Examples of compromised components are staggeringly common, especially in the open-source world. “Namespace confusion attacks” are cases where someone uploads a package and simply claims it to be a newer version of something legitimate. Alternatively, hackers submit malicious code to be added to legitimate packages, since open source allows anyone to contribute updates. When a developer adds a compromised component to their code, they inherit all current and future vulnerabilities.

The solution: A permissions framework

Industry groups and government agencies like the Commerce Department’s National Telecommunications and Information Administration (NTIA) are working on developing a standard and plan to use an executive order to mandate the use of a software bill of materials (SBoM) for government-purchased software. An SBoM is a software ingredients list that helps identify what all of the components are but unfortunately won’t indicate if they were hacked and will misbehave. Hackers won’t list their code in the ingredients.
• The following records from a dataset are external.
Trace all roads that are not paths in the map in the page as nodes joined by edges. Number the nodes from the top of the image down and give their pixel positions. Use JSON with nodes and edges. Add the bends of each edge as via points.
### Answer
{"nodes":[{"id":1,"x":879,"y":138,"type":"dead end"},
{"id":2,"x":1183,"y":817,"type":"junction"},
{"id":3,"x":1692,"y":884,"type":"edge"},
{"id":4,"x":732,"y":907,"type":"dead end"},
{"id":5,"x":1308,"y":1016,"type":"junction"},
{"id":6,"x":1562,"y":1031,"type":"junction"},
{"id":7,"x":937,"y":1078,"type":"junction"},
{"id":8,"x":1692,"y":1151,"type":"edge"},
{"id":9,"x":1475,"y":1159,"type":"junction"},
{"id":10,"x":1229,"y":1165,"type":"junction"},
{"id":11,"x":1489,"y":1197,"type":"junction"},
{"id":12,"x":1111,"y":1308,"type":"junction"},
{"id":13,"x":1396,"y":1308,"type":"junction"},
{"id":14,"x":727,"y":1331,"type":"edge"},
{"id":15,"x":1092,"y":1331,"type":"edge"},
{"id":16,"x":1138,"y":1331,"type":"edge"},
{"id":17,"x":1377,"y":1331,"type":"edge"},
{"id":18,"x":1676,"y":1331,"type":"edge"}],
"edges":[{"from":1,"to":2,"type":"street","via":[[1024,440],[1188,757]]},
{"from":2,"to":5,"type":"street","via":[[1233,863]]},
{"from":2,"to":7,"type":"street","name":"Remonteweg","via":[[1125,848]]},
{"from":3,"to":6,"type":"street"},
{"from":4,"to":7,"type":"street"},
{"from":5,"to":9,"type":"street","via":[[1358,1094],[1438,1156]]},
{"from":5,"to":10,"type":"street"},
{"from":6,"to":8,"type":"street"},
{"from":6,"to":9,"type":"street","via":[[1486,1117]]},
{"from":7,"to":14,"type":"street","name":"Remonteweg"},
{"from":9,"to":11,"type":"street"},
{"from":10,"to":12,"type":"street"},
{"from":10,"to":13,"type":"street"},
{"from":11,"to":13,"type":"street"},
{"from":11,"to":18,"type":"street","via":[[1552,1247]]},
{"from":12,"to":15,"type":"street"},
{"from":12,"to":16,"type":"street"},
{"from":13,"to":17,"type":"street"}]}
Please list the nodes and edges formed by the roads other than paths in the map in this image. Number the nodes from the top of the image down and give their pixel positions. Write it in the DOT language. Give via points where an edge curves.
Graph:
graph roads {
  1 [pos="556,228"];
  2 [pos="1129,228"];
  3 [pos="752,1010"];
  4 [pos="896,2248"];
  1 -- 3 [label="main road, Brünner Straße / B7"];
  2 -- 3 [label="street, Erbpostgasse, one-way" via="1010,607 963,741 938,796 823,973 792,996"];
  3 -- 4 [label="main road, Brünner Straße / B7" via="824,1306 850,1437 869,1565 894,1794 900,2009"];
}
Developers can improve the security of the build tools they control and list third-party ingredients from their suppliers, but that won’t be enough for them or their users to be sure that none of the ingredients were compromised. IT needs more than an ingredients list. It needs software developers to describe how code and components are expected to behave. IT teams can check those declarations and ensure they are consistent with the software’s purpose. If a program is supposed to be a calculator, for example, it shouldn’t include a behavior that says it will send data to China. Calculators don’t need to do that.

Of course, the compromised calculator might not say that it intends to send data overseas because hackers won’t publicize that software was compromised. A second step is necessary. When the software runs, it should be blocked from doing things it didn’t declare. If the software didn’t say it intended to send data to a foreign country, it wouldn’t be allowed to.

That sounds complicated, but examples already exist with mobile phone apps. When installed, apps ask for permission to access your camera, contacts, or microphone. Any unrequested access is blocked. We need a framework to apply the concept of mobile app-like permissions to data center software. And that’s what companies like mine and many others in our industry are working on. Here are two of the challenges.

One, if a human approves “sending data outside of my company,” do they mean all data? To anywhere? Listing all types of data and all destinations is too much detail to review, so this becomes a linguistic and taxonomy challenge as much as a technical one. How do we describe risky behaviors in a high-level way that makes sense to a human without losing important distinctions or the specific details that a computer needs?

Two, developers won’t use tools that slow them down. That’s a fact. Accordingly, much of the work in declaring how software is expected to behave can — and should — be automated. That means scanning code to discover the behaviors it contains to present findings to developers for review. Then, of course, the next challenge for everyone involved is to determine how accurate that scanning and assessment is.

These challenges are not insurmountable. It’s in everyone’s best interests to develop a permissions framework for data center software. Only then will we know it’s safe to take that drink.